Civicist

CIVIC TECH NEWS & ANALYSIS

DISRUPTIONS

Mob justice and Cecil the Lion; a popular chatbot that can ask how you’re doing post-breakup; and more.

  • Governmental disruption: Steven Levy reports for Medium’s Backchannel on the rise of the U.S. Digital Service. Since USDS is already delivering measurable results for government IT development, here’s the money quote, from its deputy director Haley van Dyck: “Our institutional innovation strategy is, if we can prove our value over the next 18 months, we believe it will be asinine for the next administration to not continue to invest in this resource.” She also adds, speaking of the service’s recruits from high-tech companies: “about 66 percent of the people that came out for three months ended up going home, quitting their job and coming back full time. And it’s on the rise. I think it’s over 80 percent now.”
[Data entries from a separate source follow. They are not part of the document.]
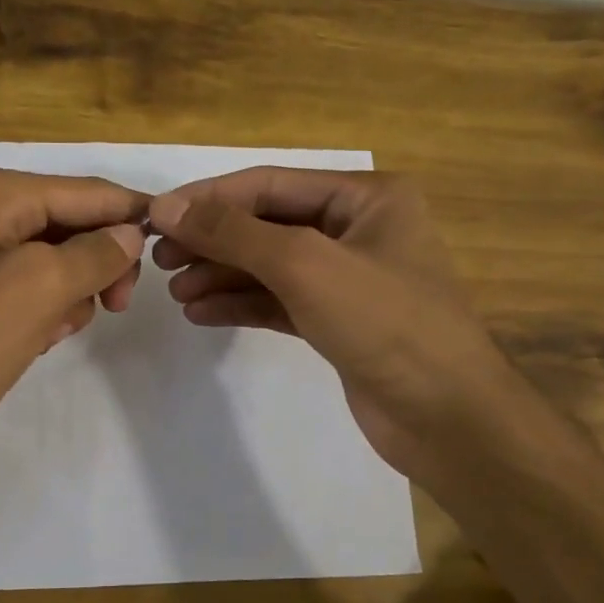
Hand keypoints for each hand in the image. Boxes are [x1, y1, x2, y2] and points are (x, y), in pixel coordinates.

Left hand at [0, 167, 146, 460]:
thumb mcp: (39, 290)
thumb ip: (95, 254)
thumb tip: (131, 233)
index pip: (89, 192)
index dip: (135, 215)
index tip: (175, 247)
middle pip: (73, 222)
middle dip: (100, 262)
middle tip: (117, 308)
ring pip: (56, 257)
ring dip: (72, 291)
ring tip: (58, 331)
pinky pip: (29, 284)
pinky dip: (45, 307)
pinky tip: (38, 339)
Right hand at [147, 167, 504, 481]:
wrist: (448, 418)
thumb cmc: (385, 323)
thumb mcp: (304, 264)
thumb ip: (234, 232)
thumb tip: (167, 206)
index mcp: (365, 197)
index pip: (269, 184)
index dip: (209, 199)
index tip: (155, 217)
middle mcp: (357, 229)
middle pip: (266, 224)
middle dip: (213, 240)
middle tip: (159, 259)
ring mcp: (347, 278)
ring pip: (269, 265)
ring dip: (221, 275)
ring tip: (176, 291)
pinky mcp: (337, 322)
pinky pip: (278, 301)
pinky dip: (240, 304)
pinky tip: (201, 313)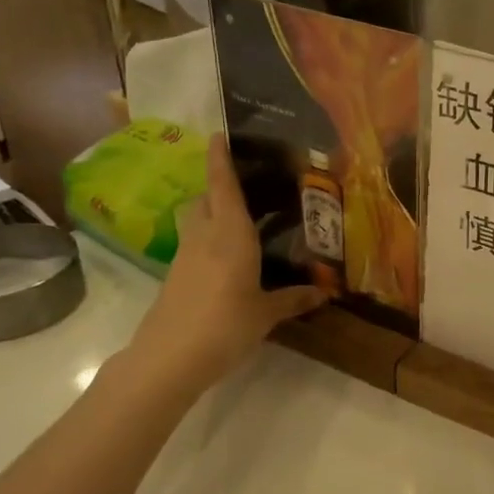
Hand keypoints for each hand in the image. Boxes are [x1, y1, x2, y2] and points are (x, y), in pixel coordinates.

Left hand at [124, 134, 322, 395]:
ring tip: (240, 220)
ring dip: (211, 212)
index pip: (223, 185)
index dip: (219, 158)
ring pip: (196, 220)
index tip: (218, 134)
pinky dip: (208, 240)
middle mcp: (205, 236)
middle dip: (218, 185)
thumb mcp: (266, 314)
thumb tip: (324, 292)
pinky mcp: (175, 277)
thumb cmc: (225, 325)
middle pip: (205, 198)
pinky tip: (228, 259)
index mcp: (230, 235)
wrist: (169, 359)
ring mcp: (185, 257)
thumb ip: (293, 299)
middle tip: (246, 184)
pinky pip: (194, 245)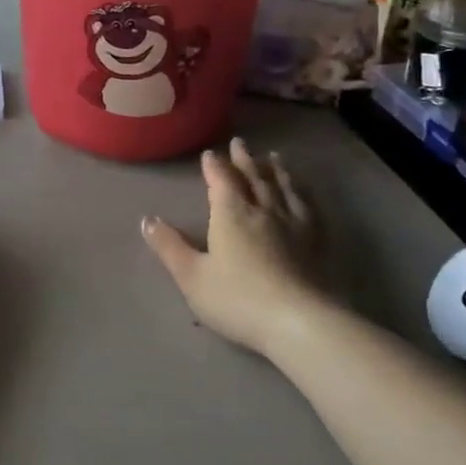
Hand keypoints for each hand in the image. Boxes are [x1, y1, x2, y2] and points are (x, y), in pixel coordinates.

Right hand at [142, 139, 325, 357]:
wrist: (299, 322)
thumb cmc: (237, 299)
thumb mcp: (192, 276)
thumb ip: (169, 247)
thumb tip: (147, 220)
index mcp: (231, 214)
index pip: (221, 180)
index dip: (214, 166)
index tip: (210, 154)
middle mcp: (263, 209)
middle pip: (253, 177)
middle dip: (244, 159)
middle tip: (239, 143)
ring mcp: (294, 223)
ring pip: (283, 187)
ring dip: (275, 170)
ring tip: (273, 157)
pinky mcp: (317, 241)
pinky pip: (309, 206)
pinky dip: (303, 193)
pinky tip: (304, 193)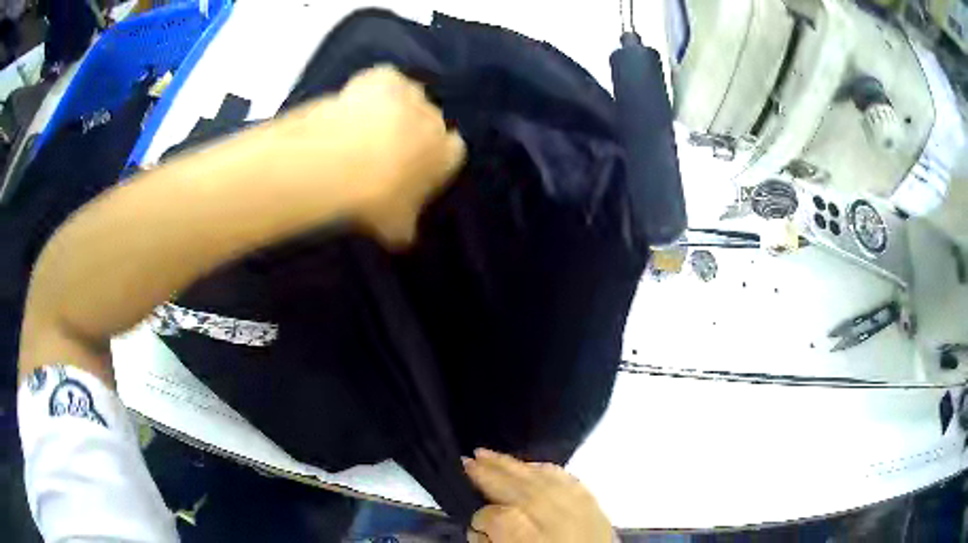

  • Presidential disruption: Political scientist Lee Drutman of New America has a nifty suggestion for how to test presidential contenders worthiness for the White House. Instead of holding debates, have them handle a simulated crisis, like a terrorist attack or a bank failure. He writes, for the Washington Post, “Film crews could record the entire simulation, then television producers could turn it into a reality-TV special. Make all the footage public, and journalists could comb through it and analyze who handled the situation best and why. Candidates could critique each other’s responses. We’d also learn about the quality of advice the candidates get.”

  • Speaking of quality advisers, the Donald Trump campaign has fired a political consultant, Sam Nunberg, whose racist statements on Facebook were first uncovered by Hunter Walker of Business Insider.

  • Social disruption: Writing for Vox, Max Fisher takes note of the recent online campaign against American dentist Walter Palmer, who killed a beloved lion named Cecil, and argues that “mob justice is not justice.” Indeed, it looks like the “human flesh search engines” of China are now here.

  • Writing for the Atlantic, Rose Eveleth asks a really good question: “Why Aren’t There More Women Futurists?

  • Speaking of the future, in China millions of young people are hooked on a realistic chatbot named Xiaoice, made by Microsoft, that has mined the Chinese internet for human conversations, John Markoff and Paul Mozur report for the New York Times. The program “remembers details from previous exchanges with users, such as a breakup with a girlfriend or boyfriend, and asks in later conversations how the user is feeling.”

  • Uber disruption? Cory Doctorow tweets from FOO Camp: “Building a co-op Uber alternative that returned Uber’s share of the $$ to riders/drivers is ‘as hard as making Linux…” and adds, “Therefore, the existence of GNU/Linux proves that building a co-op, open alternative to Uber is eminently do-able.”

  • One of Uber’s top New York political consultants, Bradley Tusk, Mike Bloomberg’s former campaign manager, is starting Tusk Ventures, “a political consulting firm geared toward helping start-ups work with—and in some cases, beat back—government regulators,” reports Dino Grandoni for the New York Times.

  • Ideological disruption: If you’ve ever wondered what exactly is so grating about the “Aspen Ideas Festival” and all the other happy chatter that warbles down from places like the Aspen Institute all summer long, read the text of a speech author Anand Giridharadas gave at the Aspen Institute’s Action Forum last week. A tidbit:

    The Aspen Consensus, in a nutshell, is this: the winners of our age must be challenged to do more good. But never, ever tell them to do less harm. The Aspen Consensus holds that capitalism’s rough edges must be sanded and its surplus fruit shared, but the underlying system must never be questioned. The Aspen Consensus says, “Give back,” which is of course a compassionate and noble thing. But, amid the $20 million second homes and $4,000 parkas of Aspen, it is gauche to observe that giving back is also a Band-Aid that winners stick onto the system that has privileged them, in the conscious or subconscious hope that it will forestall major surgery to that system—surgery that might threaten their privileges.

  • Civic disruption: Chicago has announced a new system using public data to prioritize inspections restaurants most likely to have health code problems, “helping them resolve any issues as quickly as possible and prevent foodborne illnesses before they ever begin,” according to a press release from Mayor Rahm Emanuel’s office. The system was created as party of a $1 million grant to Chicago from the Bloomberg Philanthropies’ Mayors Challenge.

  • The NYC City Council Speaker’s Office is hosting this week’s Civic Hacknight here Wednesday at Civic Hall with BetaNYC, with a focus on participatory budgeting and civic engagement.